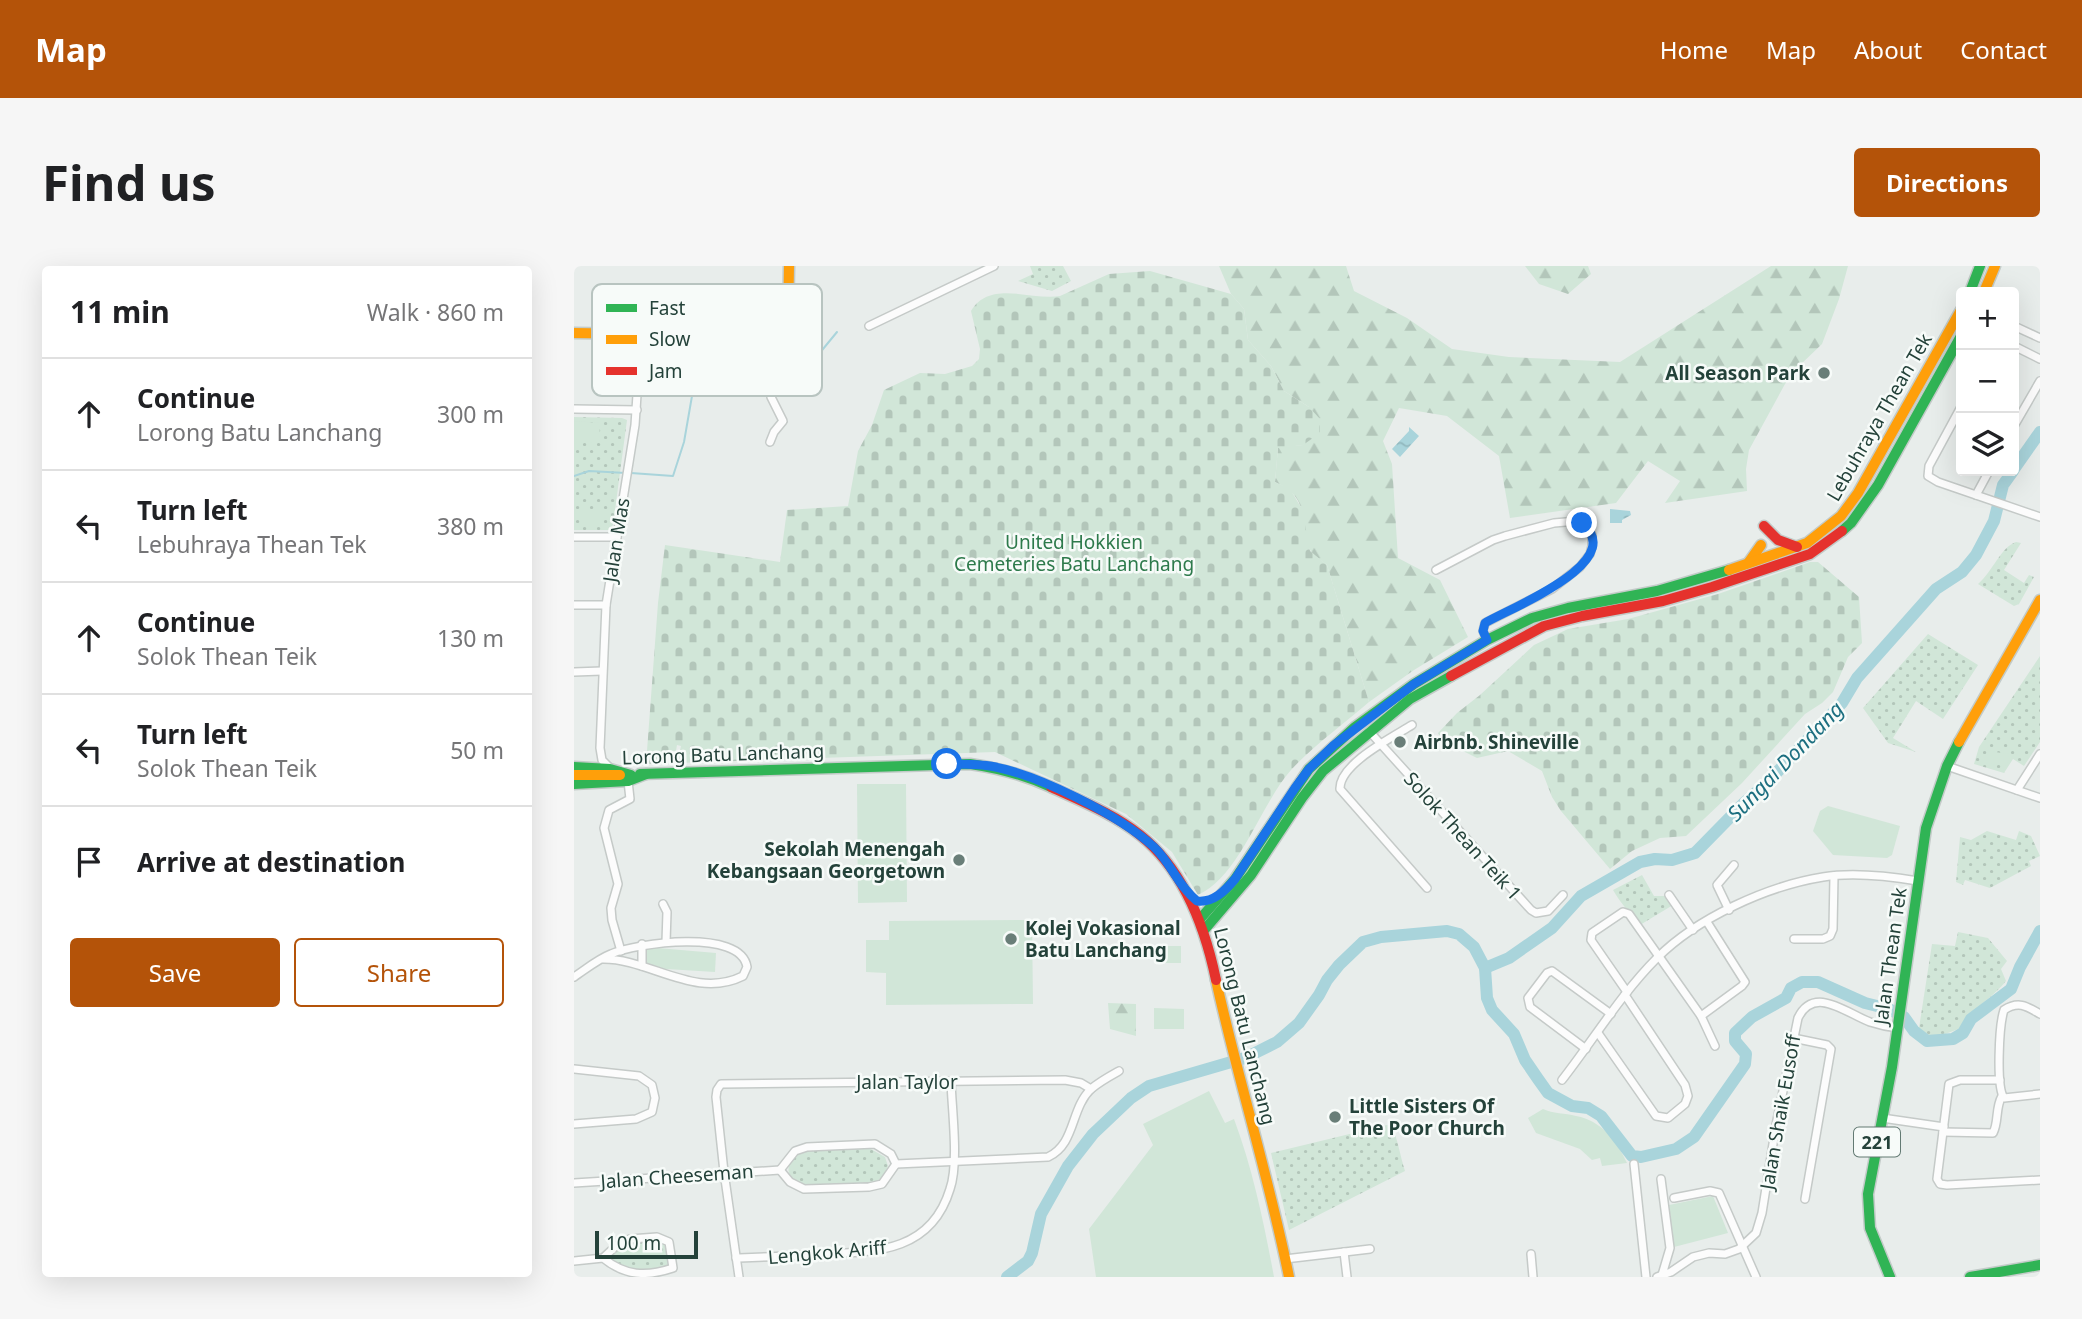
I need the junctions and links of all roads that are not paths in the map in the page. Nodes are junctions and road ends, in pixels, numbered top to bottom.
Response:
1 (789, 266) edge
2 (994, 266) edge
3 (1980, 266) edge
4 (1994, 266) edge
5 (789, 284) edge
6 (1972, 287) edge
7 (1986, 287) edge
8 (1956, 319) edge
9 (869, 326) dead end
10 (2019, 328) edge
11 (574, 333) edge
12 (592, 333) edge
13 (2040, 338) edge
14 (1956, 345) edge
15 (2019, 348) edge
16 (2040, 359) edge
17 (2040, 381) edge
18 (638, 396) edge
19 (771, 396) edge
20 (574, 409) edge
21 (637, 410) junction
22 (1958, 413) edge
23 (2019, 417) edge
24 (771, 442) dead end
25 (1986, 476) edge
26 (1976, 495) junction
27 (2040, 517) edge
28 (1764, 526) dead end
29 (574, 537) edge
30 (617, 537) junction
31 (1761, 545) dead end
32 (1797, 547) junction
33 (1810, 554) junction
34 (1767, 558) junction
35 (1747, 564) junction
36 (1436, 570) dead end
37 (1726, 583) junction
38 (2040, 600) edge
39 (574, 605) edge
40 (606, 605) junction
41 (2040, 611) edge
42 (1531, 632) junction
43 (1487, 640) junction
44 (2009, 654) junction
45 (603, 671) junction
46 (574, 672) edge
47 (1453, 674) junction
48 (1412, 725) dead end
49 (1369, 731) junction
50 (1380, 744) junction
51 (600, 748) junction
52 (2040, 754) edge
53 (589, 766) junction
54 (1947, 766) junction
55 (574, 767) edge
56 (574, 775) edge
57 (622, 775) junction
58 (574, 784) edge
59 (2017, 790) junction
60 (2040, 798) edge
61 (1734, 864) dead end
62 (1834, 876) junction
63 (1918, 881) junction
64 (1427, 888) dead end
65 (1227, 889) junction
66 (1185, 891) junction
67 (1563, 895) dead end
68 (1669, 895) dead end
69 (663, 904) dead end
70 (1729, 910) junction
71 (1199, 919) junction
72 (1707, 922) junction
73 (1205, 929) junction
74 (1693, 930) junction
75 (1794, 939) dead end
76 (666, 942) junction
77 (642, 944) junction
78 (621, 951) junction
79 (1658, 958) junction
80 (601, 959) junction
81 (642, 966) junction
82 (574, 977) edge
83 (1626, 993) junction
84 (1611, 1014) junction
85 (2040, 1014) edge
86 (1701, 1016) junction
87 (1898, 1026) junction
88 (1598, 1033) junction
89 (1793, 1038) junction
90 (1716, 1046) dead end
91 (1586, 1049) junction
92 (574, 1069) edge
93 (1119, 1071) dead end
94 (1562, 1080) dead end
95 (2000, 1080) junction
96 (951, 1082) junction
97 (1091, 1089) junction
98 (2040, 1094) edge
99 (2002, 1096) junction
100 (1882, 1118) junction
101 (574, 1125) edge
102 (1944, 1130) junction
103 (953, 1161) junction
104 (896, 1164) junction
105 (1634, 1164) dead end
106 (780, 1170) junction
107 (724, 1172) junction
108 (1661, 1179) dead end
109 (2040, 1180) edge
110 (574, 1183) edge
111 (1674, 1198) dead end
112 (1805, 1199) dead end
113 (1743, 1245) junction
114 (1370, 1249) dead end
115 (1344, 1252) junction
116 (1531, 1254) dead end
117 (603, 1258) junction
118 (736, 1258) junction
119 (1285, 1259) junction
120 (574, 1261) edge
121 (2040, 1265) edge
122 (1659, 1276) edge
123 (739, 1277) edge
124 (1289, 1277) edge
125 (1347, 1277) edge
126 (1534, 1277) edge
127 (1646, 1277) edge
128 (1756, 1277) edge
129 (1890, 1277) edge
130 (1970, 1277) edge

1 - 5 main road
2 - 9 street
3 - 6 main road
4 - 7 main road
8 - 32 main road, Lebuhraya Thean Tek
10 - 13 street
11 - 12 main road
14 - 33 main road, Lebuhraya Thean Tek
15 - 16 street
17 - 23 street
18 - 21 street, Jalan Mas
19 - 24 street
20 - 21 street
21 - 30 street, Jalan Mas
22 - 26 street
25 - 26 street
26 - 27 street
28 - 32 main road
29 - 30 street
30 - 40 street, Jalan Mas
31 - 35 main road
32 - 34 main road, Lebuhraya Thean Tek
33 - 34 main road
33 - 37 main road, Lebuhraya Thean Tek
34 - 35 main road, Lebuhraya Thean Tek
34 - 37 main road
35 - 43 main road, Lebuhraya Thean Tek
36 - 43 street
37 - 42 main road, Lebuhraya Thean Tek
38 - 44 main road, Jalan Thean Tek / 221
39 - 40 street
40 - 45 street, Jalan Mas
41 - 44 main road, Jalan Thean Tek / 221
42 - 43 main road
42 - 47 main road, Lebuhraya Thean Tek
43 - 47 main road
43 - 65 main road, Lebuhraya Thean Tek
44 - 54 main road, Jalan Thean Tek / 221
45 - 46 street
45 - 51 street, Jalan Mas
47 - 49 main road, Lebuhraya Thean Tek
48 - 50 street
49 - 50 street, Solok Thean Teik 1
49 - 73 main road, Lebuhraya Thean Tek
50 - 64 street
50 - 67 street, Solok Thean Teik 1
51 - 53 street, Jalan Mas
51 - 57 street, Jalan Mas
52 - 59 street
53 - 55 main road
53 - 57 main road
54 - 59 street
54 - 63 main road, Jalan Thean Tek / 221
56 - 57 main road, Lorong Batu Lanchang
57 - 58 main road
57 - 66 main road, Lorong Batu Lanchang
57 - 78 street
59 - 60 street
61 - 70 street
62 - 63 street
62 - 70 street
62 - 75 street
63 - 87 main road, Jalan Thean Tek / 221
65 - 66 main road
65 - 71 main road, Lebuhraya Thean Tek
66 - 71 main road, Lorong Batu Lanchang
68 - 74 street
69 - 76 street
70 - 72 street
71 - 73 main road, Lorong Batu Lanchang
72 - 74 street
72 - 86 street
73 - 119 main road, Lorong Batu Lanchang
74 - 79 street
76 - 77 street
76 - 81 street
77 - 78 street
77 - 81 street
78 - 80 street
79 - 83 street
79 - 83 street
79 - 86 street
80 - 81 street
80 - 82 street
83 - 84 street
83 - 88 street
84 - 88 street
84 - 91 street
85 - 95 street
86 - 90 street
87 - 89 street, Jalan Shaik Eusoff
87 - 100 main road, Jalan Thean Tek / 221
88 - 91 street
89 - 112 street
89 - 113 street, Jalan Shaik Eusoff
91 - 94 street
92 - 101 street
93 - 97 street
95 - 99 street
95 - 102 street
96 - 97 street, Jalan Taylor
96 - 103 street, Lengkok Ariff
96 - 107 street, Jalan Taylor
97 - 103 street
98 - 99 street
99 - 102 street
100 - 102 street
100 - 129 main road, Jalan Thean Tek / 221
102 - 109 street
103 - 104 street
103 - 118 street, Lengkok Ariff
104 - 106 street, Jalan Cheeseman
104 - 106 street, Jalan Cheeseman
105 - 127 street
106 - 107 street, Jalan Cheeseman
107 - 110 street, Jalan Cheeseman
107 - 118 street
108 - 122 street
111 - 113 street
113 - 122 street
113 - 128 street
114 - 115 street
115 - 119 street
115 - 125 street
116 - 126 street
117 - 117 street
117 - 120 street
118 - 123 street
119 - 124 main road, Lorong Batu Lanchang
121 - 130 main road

What you are asked to do: The whole listing should be retyped word for word; none of its pictures belong in the copy.

Task output:
I need the junctions and links of all roads that are not paths in the map in the page. Nodes are junctions and road ends, in pixels, numbered top to bottom.
Response:
1 (789, 266) edge
2 (994, 266) edge
3 (1980, 266) edge
4 (1994, 266) edge
5 (789, 284) edge
6 (1972, 287) edge
7 (1986, 287) edge
8 (1956, 319) edge
9 (869, 326) dead end
10 (2019, 328) edge
11 (574, 333) edge
12 (592, 333) edge
13 (2040, 338) edge
14 (1956, 345) edge
15 (2019, 348) edge
16 (2040, 359) edge
17 (2040, 381) edge
18 (638, 396) edge
19 (771, 396) edge
20 (574, 409) edge
21 (637, 410) junction
22 (1958, 413) edge
23 (2019, 417) edge
24 (771, 442) dead end
25 (1986, 476) edge
26 (1976, 495) junction
27 (2040, 517) edge
28 (1764, 526) dead end
29 (574, 537) edge
30 (617, 537) junction
31 (1761, 545) dead end
32 (1797, 547) junction
33 (1810, 554) junction
34 (1767, 558) junction
35 (1747, 564) junction
36 (1436, 570) dead end
37 (1726, 583) junction
38 (2040, 600) edge
39 (574, 605) edge
40 (606, 605) junction
41 (2040, 611) edge
42 (1531, 632) junction
43 (1487, 640) junction
44 (2009, 654) junction
45 (603, 671) junction
46 (574, 672) edge
47 (1453, 674) junction
48 (1412, 725) dead end
49 (1369, 731) junction
50 (1380, 744) junction
51 (600, 748) junction
52 (2040, 754) edge
53 (589, 766) junction
54 (1947, 766) junction
55 (574, 767) edge
56 (574, 775) edge
57 (622, 775) junction
58 (574, 784) edge
59 (2017, 790) junction
60 (2040, 798) edge
61 (1734, 864) dead end
62 (1834, 876) junction
63 (1918, 881) junction
64 (1427, 888) dead end
65 (1227, 889) junction
66 (1185, 891) junction
67 (1563, 895) dead end
68 (1669, 895) dead end
69 (663, 904) dead end
70 (1729, 910) junction
71 (1199, 919) junction
72 (1707, 922) junction
73 (1205, 929) junction
74 (1693, 930) junction
75 (1794, 939) dead end
76 (666, 942) junction
77 (642, 944) junction
78 (621, 951) junction
79 (1658, 958) junction
80 (601, 959) junction
81 (642, 966) junction
82 (574, 977) edge
83 (1626, 993) junction
84 (1611, 1014) junction
85 (2040, 1014) edge
86 (1701, 1016) junction
87 (1898, 1026) junction
88 (1598, 1033) junction
89 (1793, 1038) junction
90 (1716, 1046) dead end
91 (1586, 1049) junction
92 (574, 1069) edge
93 (1119, 1071) dead end
94 (1562, 1080) dead end
95 (2000, 1080) junction
96 (951, 1082) junction
97 (1091, 1089) junction
98 (2040, 1094) edge
99 (2002, 1096) junction
100 (1882, 1118) junction
101 (574, 1125) edge
102 (1944, 1130) junction
103 (953, 1161) junction
104 (896, 1164) junction
105 (1634, 1164) dead end
106 (780, 1170) junction
107 (724, 1172) junction
108 (1661, 1179) dead end
109 (2040, 1180) edge
110 (574, 1183) edge
111 (1674, 1198) dead end
112 (1805, 1199) dead end
113 (1743, 1245) junction
114 (1370, 1249) dead end
115 (1344, 1252) junction
116 (1531, 1254) dead end
117 (603, 1258) junction
118 (736, 1258) junction
119 (1285, 1259) junction
120 (574, 1261) edge
121 (2040, 1265) edge
122 (1659, 1276) edge
123 (739, 1277) edge
124 (1289, 1277) edge
125 (1347, 1277) edge
126 (1534, 1277) edge
127 (1646, 1277) edge
128 (1756, 1277) edge
129 (1890, 1277) edge
130 (1970, 1277) edge

1 - 5 main road
2 - 9 street
3 - 6 main road
4 - 7 main road
8 - 32 main road, Lebuhraya Thean Tek
10 - 13 street
11 - 12 main road
14 - 33 main road, Lebuhraya Thean Tek
15 - 16 street
17 - 23 street
18 - 21 street, Jalan Mas
19 - 24 street
20 - 21 street
21 - 30 street, Jalan Mas
22 - 26 street
25 - 26 street
26 - 27 street
28 - 32 main road
29 - 30 street
30 - 40 street, Jalan Mas
31 - 35 main road
32 - 34 main road, Lebuhraya Thean Tek
33 - 34 main road
33 - 37 main road, Lebuhraya Thean Tek
34 - 35 main road, Lebuhraya Thean Tek
34 - 37 main road
35 - 43 main road, Lebuhraya Thean Tek
36 - 43 street
37 - 42 main road, Lebuhraya Thean Tek
38 - 44 main road, Jalan Thean Tek / 221
39 - 40 street
40 - 45 street, Jalan Mas
41 - 44 main road, Jalan Thean Tek / 221
42 - 43 main road
42 - 47 main road, Lebuhraya Thean Tek
43 - 47 main road
43 - 65 main road, Lebuhraya Thean Tek
44 - 54 main road, Jalan Thean Tek / 221
45 - 46 street
45 - 51 street, Jalan Mas
47 - 49 main road, Lebuhraya Thean Tek
48 - 50 street
49 - 50 street, Solok Thean Teik 1
49 - 73 main road, Lebuhraya Thean Tek
50 - 64 street
50 - 67 street, Solok Thean Teik 1
51 - 53 street, Jalan Mas
51 - 57 street, Jalan Mas
52 - 59 street
53 - 55 main road
53 - 57 main road
54 - 59 street
54 - 63 main road, Jalan Thean Tek / 221
56 - 57 main road, Lorong Batu Lanchang
57 - 58 main road
57 - 66 main road, Lorong Batu Lanchang
57 - 78 street
59 - 60 street
61 - 70 street
62 - 63 street
62 - 70 street
62 - 75 street
63 - 87 main road, Jalan Thean Tek / 221
65 - 66 main road
65 - 71 main road, Lebuhraya Thean Tek
66 - 71 main road, Lorong Batu Lanchang
68 - 74 street
69 - 76 street
70 - 72 street
71 - 73 main road, Lorong Batu Lanchang
72 - 74 street
72 - 86 street
73 - 119 main road, Lorong Batu Lanchang
74 - 79 street
76 - 77 street
76 - 81 street
77 - 78 street
77 - 81 street
78 - 80 street
79 - 83 street
79 - 83 street
79 - 86 street
80 - 81 street
80 - 82 street
83 - 84 street
83 - 88 street
84 - 88 street
84 - 91 street
85 - 95 street
86 - 90 street
87 - 89 street, Jalan Shaik Eusoff
87 - 100 main road, Jalan Thean Tek / 221
88 - 91 street
89 - 112 street
89 - 113 street, Jalan Shaik Eusoff
91 - 94 street
92 - 101 street
93 - 97 street
95 - 99 street
95 - 102 street
96 - 97 street, Jalan Taylor
96 - 103 street, Lengkok Ariff
96 - 107 street, Jalan Taylor
97 - 103 street
98 - 99 street
99 - 102 street
100 - 102 street
100 - 129 main road, Jalan Thean Tek / 221
102 - 109 street
103 - 104 street
103 - 118 street, Lengkok Ariff
104 - 106 street, Jalan Cheeseman
104 - 106 street, Jalan Cheeseman
105 - 127 street
106 - 107 street, Jalan Cheeseman
107 - 110 street, Jalan Cheeseman
107 - 118 street
108 - 122 street
111 - 113 street
113 - 122 street
113 - 128 street
114 - 115 street
115 - 119 street
115 - 125 street
116 - 126 street
117 - 117 street
117 - 120 street
118 - 123 street
119 - 124 main road, Lorong Batu Lanchang
121 - 130 main road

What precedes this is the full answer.